Dataset entries
━━━━━━━━━━━━━━━━

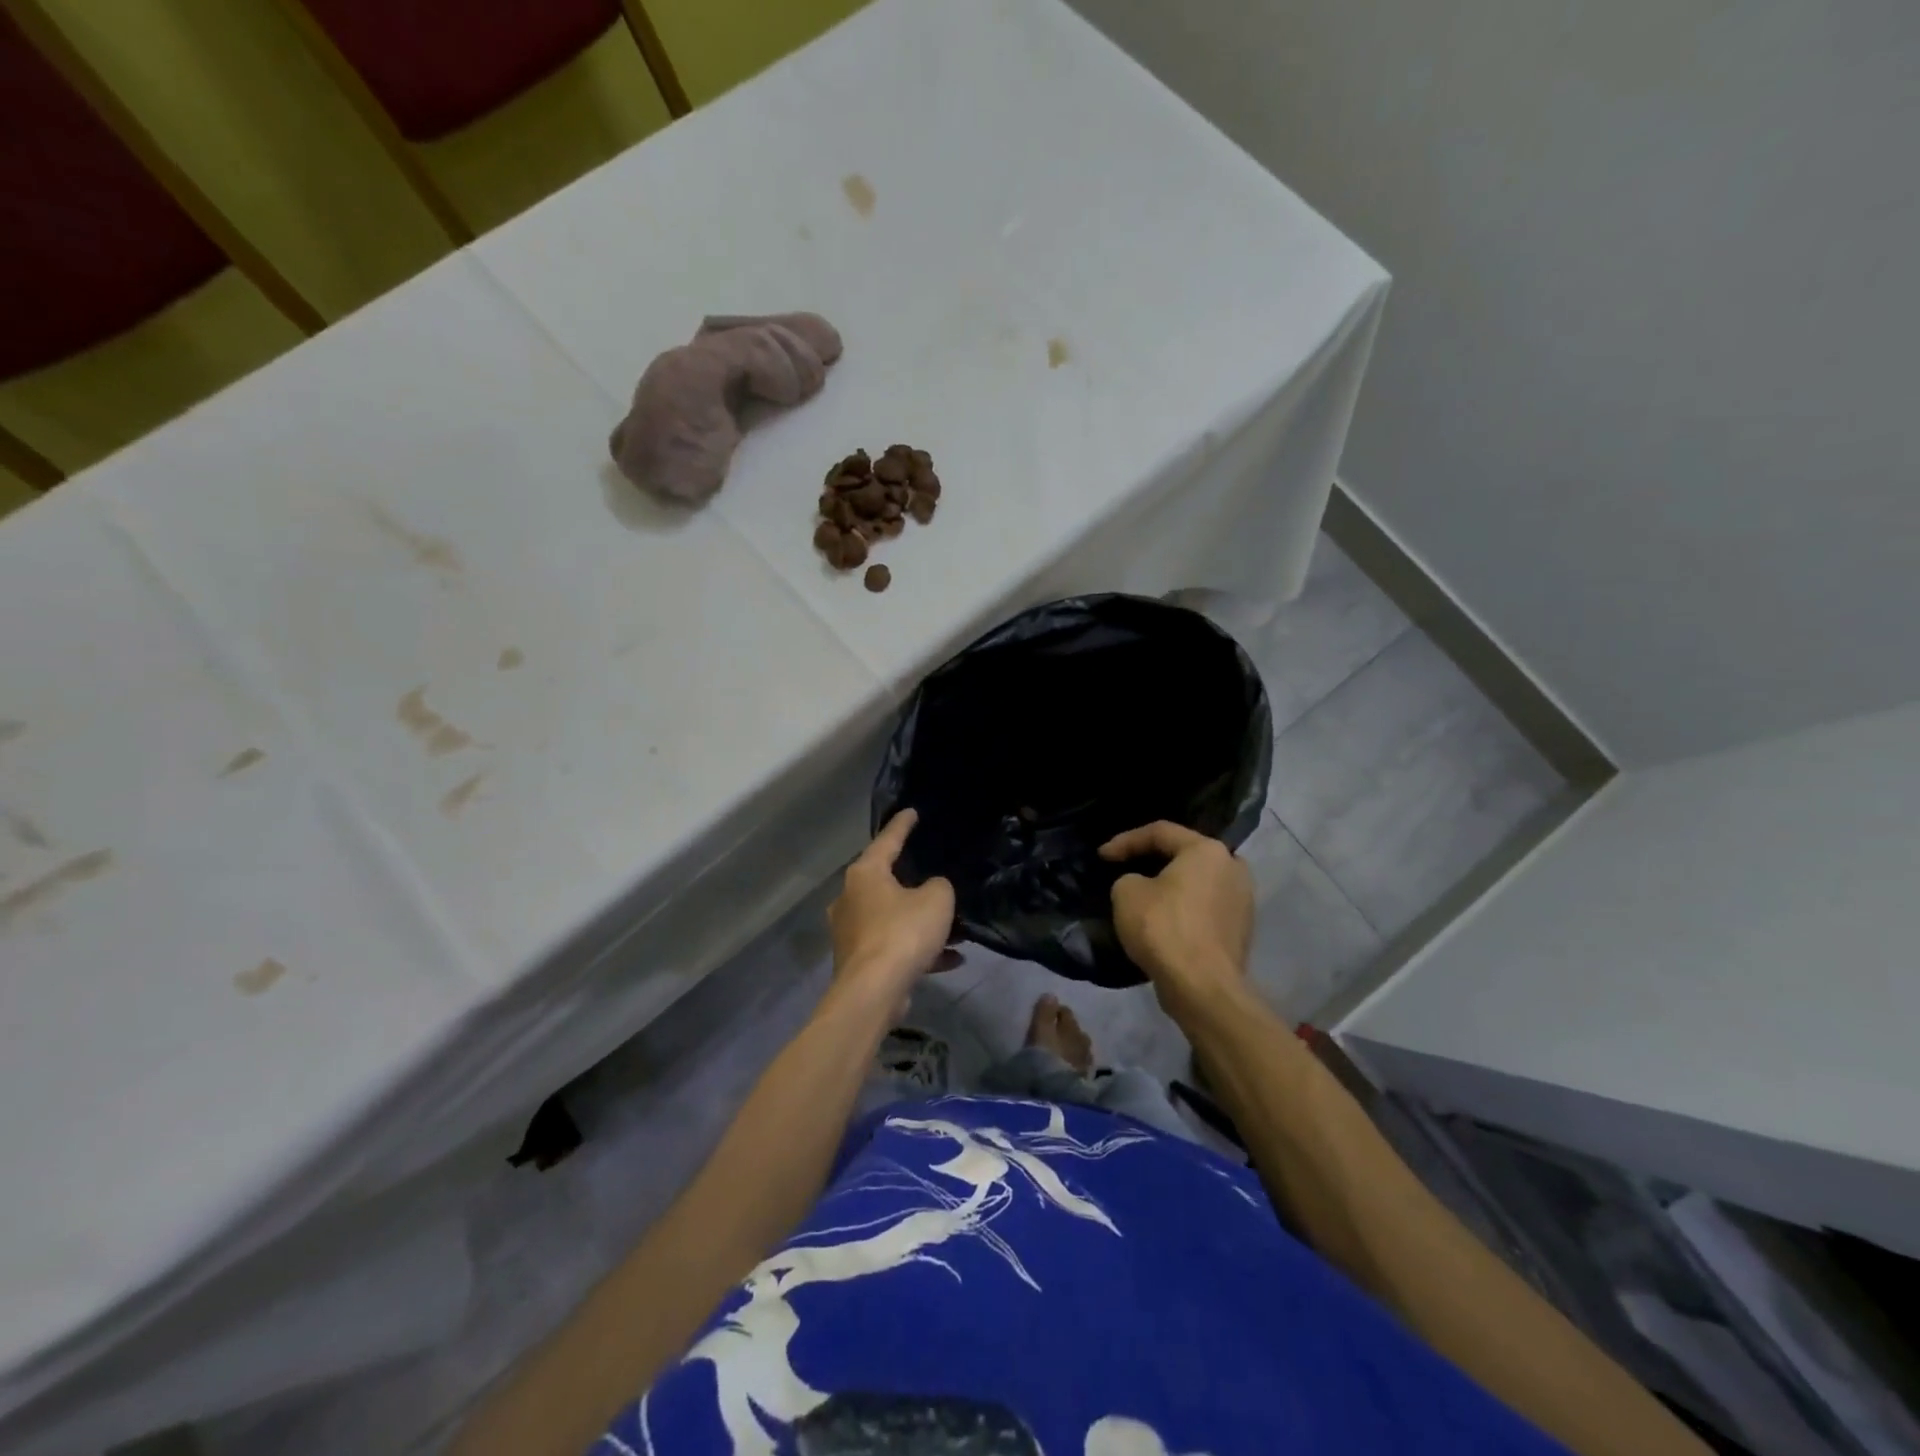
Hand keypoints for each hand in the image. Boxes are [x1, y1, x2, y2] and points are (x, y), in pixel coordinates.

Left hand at [828, 811, 954, 1008]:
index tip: (912, 812)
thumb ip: (939, 887)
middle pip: (886, 882)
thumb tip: (932, 891)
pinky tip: (951, 960)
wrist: (873, 992)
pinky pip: (894, 946)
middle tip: (935, 875)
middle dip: (914, 882)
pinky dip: (919, 950)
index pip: (887, 840)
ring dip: (921, 922)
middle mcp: (851, 898)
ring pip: (893, 918)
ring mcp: (851, 932)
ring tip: (955, 928)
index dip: (902, 825)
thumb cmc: (903, 932)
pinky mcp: (859, 961)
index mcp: (865, 874)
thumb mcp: (936, 899)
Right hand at [1101, 821, 1253, 1017]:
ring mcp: (1242, 901)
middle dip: (1153, 860)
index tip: (1102, 855)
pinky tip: (1163, 921)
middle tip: (1126, 868)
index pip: (1160, 832)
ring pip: (1198, 883)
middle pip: (1185, 855)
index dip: (1126, 840)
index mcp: (1207, 850)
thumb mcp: (1126, 892)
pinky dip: (1183, 909)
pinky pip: (1205, 908)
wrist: (1202, 987)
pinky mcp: (1240, 930)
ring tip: (1144, 895)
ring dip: (1171, 887)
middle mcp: (1233, 868)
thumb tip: (1141, 886)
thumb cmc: (1163, 928)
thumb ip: (1129, 878)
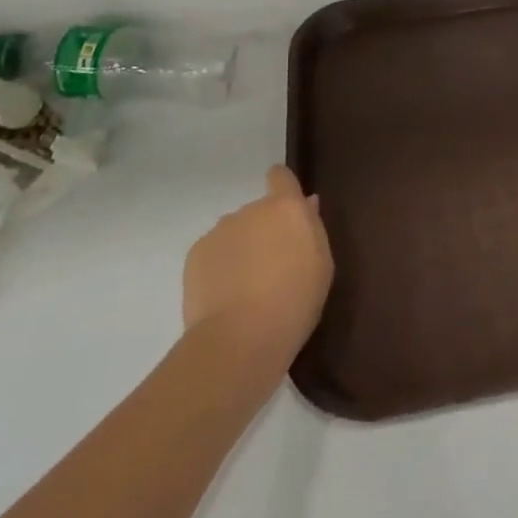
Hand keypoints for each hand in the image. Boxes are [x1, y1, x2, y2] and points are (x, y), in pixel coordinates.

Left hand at [182, 166, 333, 372]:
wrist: (238, 341)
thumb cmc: (294, 303)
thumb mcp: (321, 267)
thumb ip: (313, 228)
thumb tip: (307, 204)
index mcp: (286, 208)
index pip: (281, 176)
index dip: (283, 186)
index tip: (286, 208)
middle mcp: (251, 209)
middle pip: (258, 211)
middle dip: (264, 231)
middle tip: (270, 268)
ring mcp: (220, 230)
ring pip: (235, 233)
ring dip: (241, 249)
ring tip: (245, 289)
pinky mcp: (195, 254)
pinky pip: (213, 253)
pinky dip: (219, 267)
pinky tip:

━━━━━━━━━━━━━━━━

PROBLEM DESCRIPTION: Your copy should match the data exactly, apart from the images, which are dropped.

YOUR RESPONSE:
Hand keypoints for each hand in the image. Boxes are [x1, y1, x2, y2] and points are (x, y), in pixel coordinates.

Left hand at [828, 811, 954, 1008]:
index tip: (912, 812)
thumb ip: (939, 887)
middle pip: (886, 882)
thumb tip: (932, 891)
pinky tip: (951, 960)
wrist: (873, 992)
pinky pip: (894, 946)
middle tip: (935, 875)
middle dip: (914, 882)
pinky dip: (919, 950)
index pip: (887, 840)
ring dip: (921, 922)
middle mcp: (851, 898)
ring pip: (893, 918)
ring mcp: (851, 932)
ring tip: (955, 928)
index dip: (902, 825)
thumb cmc: (903, 932)
pinky mcp: (859, 961)
index mcp: (865, 874)
thumb mcp: (936, 899)
Right hand at [1101, 821, 1253, 1017]:
ring mcp: (1242, 901)
middle dip: (1153, 860)
index tip: (1102, 855)
pinky tip: (1163, 921)
middle tip: (1126, 868)
index pip: (1160, 832)
ring pip: (1198, 883)
middle pip: (1185, 855)
index dip: (1126, 840)
index mcp: (1207, 850)
thumb mcp: (1126, 892)
pinky dip: (1183, 909)
pinky pip: (1205, 908)
wrist: (1202, 987)
pinky mcp: (1240, 930)
ring tip: (1144, 895)
ring dip: (1171, 887)
middle mcp: (1233, 868)
thumb tip: (1141, 886)
thumb cmc: (1163, 928)
thumb ip: (1129, 878)
Hand keypoints for each hand in the image. Boxes are [x1, y1, x2, y2] and points are (x, y), in pixel coordinates.

Left hand at [182, 166, 333, 372]:
wrist: (238, 341)
thumb cmc: (294, 303)
thumb mcp: (321, 267)
thumb ip: (313, 228)
thumb tip: (307, 204)
index mcp: (286, 208)
index pip: (281, 176)
index dip: (283, 186)
index tip: (286, 208)
middle mcp: (251, 209)
middle pip: (258, 211)
middle dip: (264, 231)
middle tip: (270, 268)
ring mcp: (220, 230)
ring pip: (235, 233)
ring dip: (241, 249)
ring tip: (245, 289)
pinky mcp: (195, 254)
pinky pip: (213, 253)
pinky dip: (219, 267)
pinky tip:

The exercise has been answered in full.